Exercise brief - From the first line down to the one containing "pinky tip: (245, 233)", reproduce the entries below exactly and leave out the pictures.

= Beginning of Section =

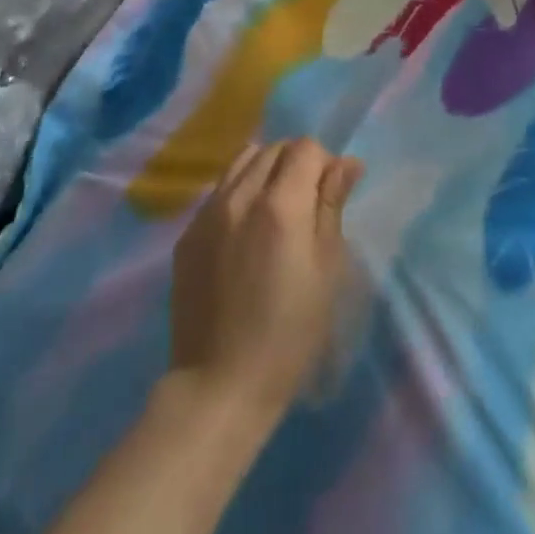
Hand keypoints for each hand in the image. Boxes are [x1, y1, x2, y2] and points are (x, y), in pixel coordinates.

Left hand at [169, 138, 363, 419]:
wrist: (220, 384)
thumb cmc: (290, 333)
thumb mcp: (327, 270)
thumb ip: (332, 207)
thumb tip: (347, 163)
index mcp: (280, 206)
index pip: (305, 148)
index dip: (324, 163)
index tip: (330, 195)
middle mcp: (239, 197)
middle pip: (272, 148)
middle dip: (296, 163)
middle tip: (307, 204)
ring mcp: (206, 214)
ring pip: (242, 162)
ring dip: (265, 172)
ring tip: (275, 212)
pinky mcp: (187, 235)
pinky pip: (219, 191)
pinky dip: (239, 193)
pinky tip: (245, 233)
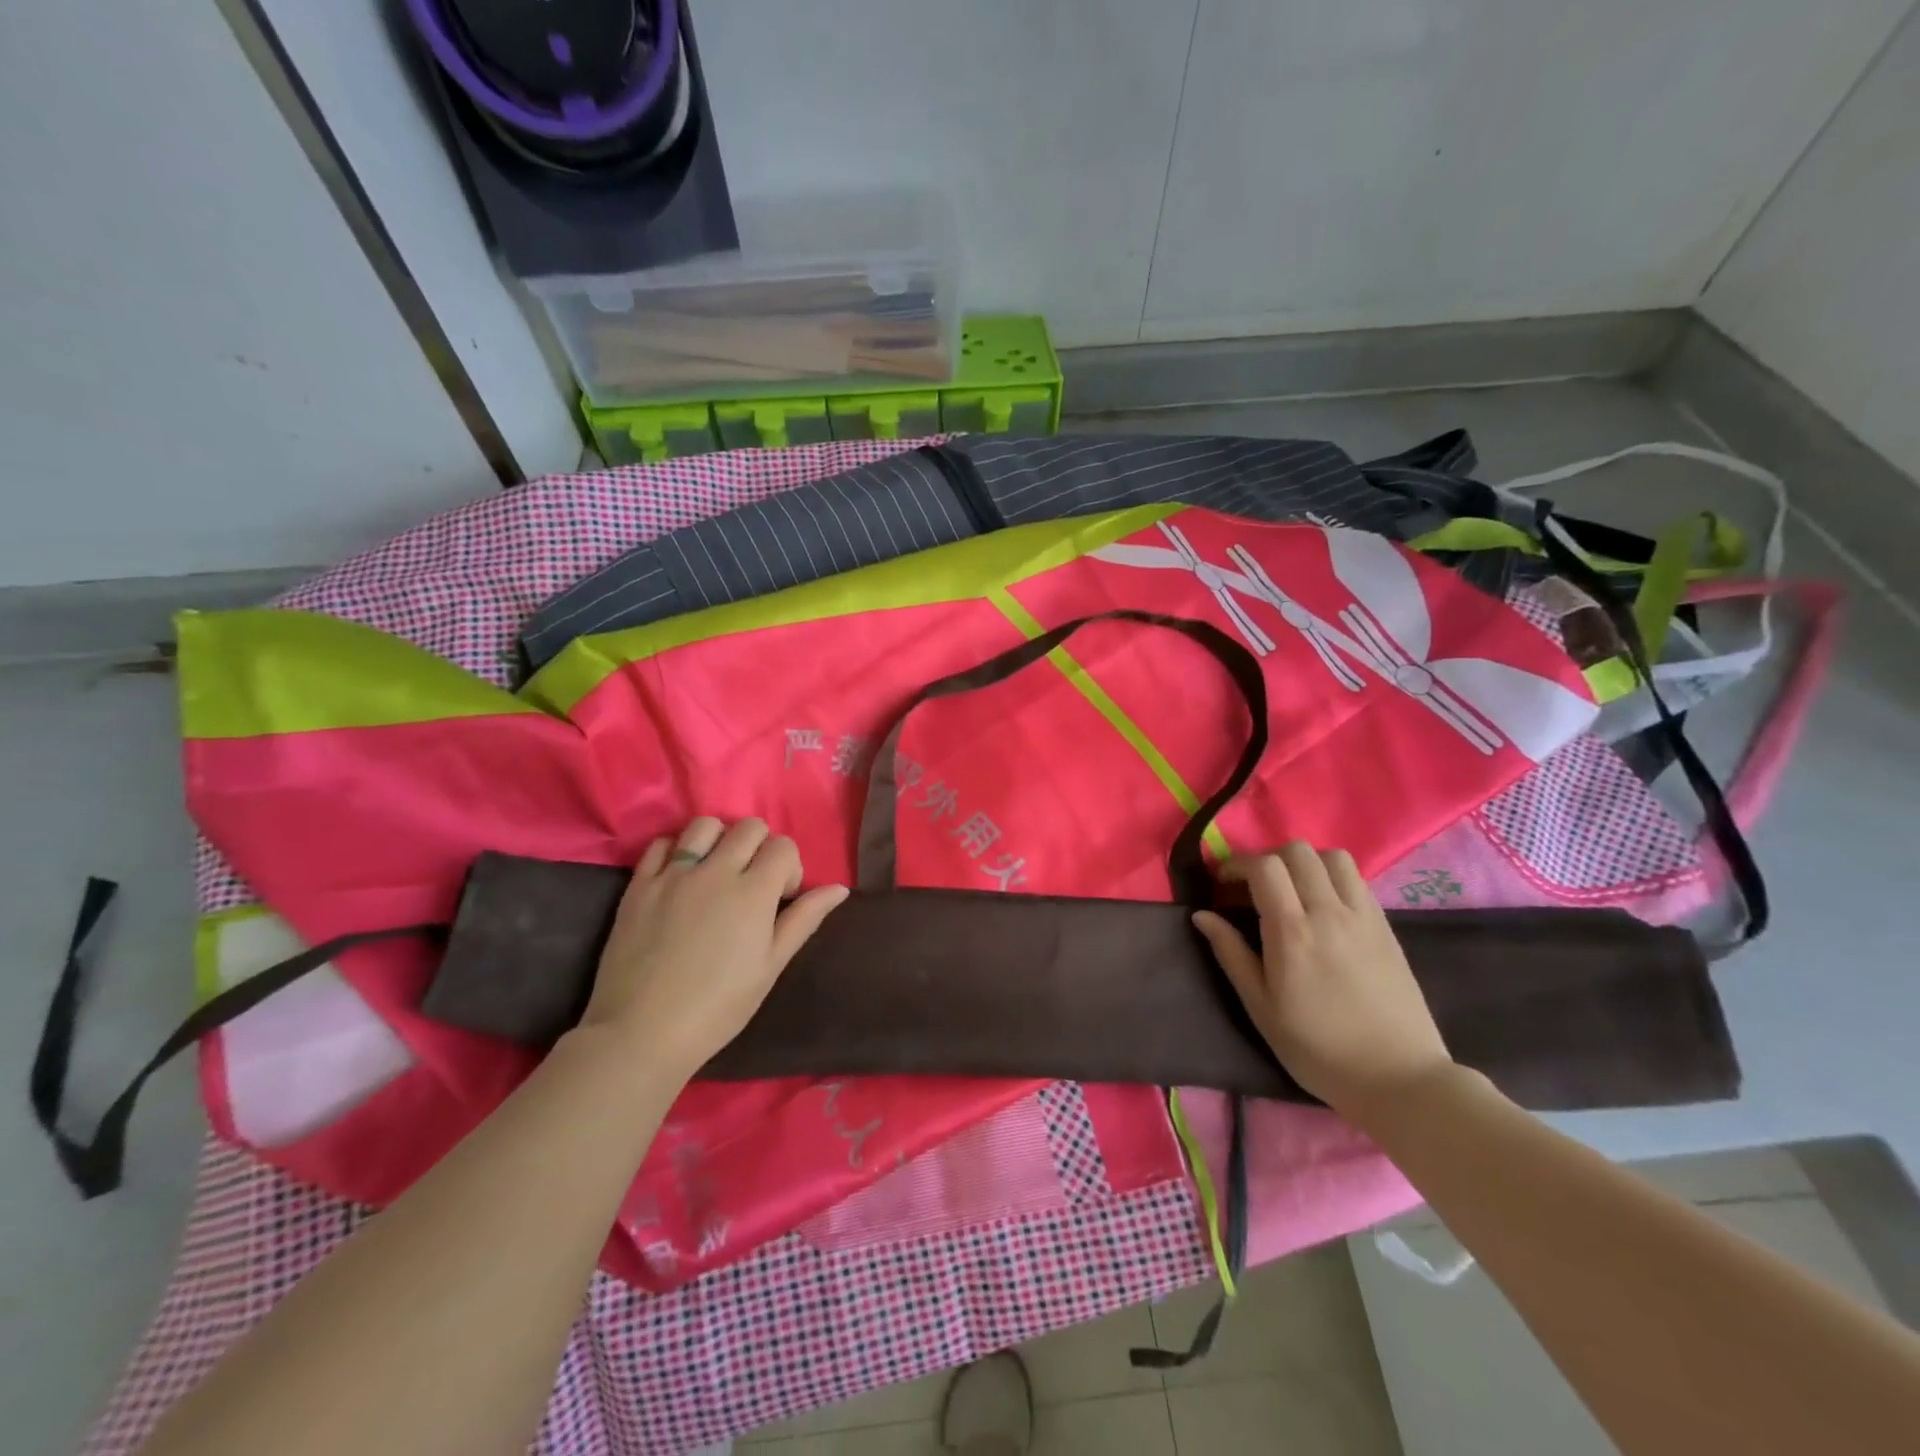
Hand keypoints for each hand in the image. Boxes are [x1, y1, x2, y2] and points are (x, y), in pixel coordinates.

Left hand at [578, 817, 848, 1077]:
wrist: (642, 1033)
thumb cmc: (718, 1007)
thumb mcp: (771, 966)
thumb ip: (804, 919)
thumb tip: (839, 888)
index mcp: (753, 892)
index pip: (783, 846)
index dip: (789, 868)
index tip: (780, 899)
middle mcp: (715, 871)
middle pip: (749, 827)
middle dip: (760, 848)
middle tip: (751, 884)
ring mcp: (673, 875)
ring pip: (704, 824)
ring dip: (718, 840)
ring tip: (715, 873)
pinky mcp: (639, 885)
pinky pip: (661, 844)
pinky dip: (676, 850)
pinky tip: (680, 877)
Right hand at [1192, 842, 1453, 1124]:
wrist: (1400, 1079)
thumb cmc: (1319, 1049)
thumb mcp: (1261, 1008)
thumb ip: (1231, 954)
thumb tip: (1202, 916)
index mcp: (1293, 933)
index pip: (1264, 866)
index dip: (1237, 864)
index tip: (1224, 885)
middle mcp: (1330, 912)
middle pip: (1297, 851)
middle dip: (1268, 859)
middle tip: (1254, 888)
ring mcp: (1363, 916)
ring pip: (1332, 857)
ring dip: (1305, 862)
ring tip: (1292, 891)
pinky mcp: (1386, 927)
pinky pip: (1356, 880)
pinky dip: (1332, 877)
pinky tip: (1323, 908)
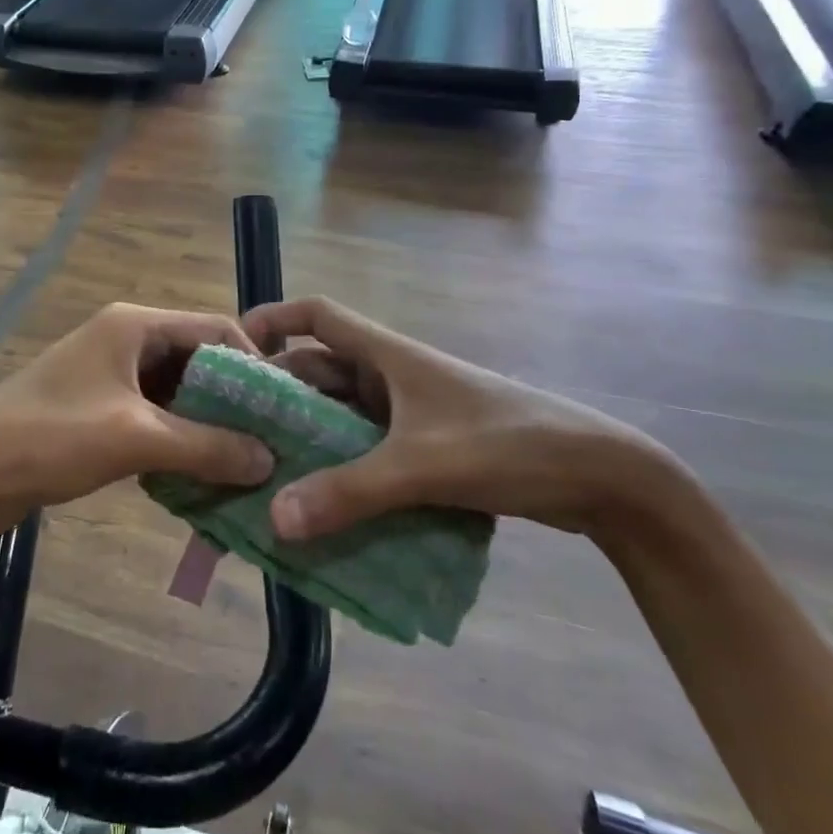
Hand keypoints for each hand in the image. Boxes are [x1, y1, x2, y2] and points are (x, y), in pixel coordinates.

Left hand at [0, 304, 274, 532]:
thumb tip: (268, 458)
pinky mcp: (98, 407)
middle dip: (232, 399)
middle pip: (198, 360)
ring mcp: (110, 374)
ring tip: (243, 462)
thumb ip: (206, 446)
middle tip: (269, 440)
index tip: (280, 407)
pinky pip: (154, 415)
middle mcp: (126, 339)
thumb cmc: (52, 437)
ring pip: (177, 392)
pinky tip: (200, 472)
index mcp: (135, 325)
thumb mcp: (136, 438)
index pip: (215, 327)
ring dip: (206, 424)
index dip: (253, 362)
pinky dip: (177, 439)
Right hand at [243, 297, 677, 541]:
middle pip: (320, 371)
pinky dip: (340, 469)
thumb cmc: (507, 444)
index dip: (274, 320)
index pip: (318, 315)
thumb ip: (350, 491)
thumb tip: (275, 517)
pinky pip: (366, 450)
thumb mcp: (423, 465)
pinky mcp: (426, 446)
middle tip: (234, 431)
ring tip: (264, 472)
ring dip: (308, 439)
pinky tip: (319, 504)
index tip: (234, 348)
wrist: (599, 476)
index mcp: (387, 355)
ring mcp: (409, 413)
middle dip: (278, 396)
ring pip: (342, 416)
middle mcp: (391, 376)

= End of Section =

Task result -
Hand keypoints for each hand in the image. Boxes are [x1, y1, x2, y2] and points are (x, y), in pixel coordinates.

Left hand at [169, 138, 363, 419]:
wrist: (220, 384)
thumb cmc: (290, 333)
thumb mcp: (327, 270)
thumb ip: (332, 207)
thumb tip: (347, 163)
index mcp: (280, 206)
index pip: (305, 148)
index dip: (324, 163)
index tip: (330, 195)
middle mcp: (239, 197)
middle pip: (272, 148)
middle dip: (296, 163)
middle tip: (307, 204)
ring mcp: (206, 214)
ring pip: (242, 162)
ring dip: (265, 172)
ring tip: (275, 212)
pinky mcp: (187, 235)
pinky pip: (219, 191)
pinky dip: (239, 193)
pinky tip: (245, 233)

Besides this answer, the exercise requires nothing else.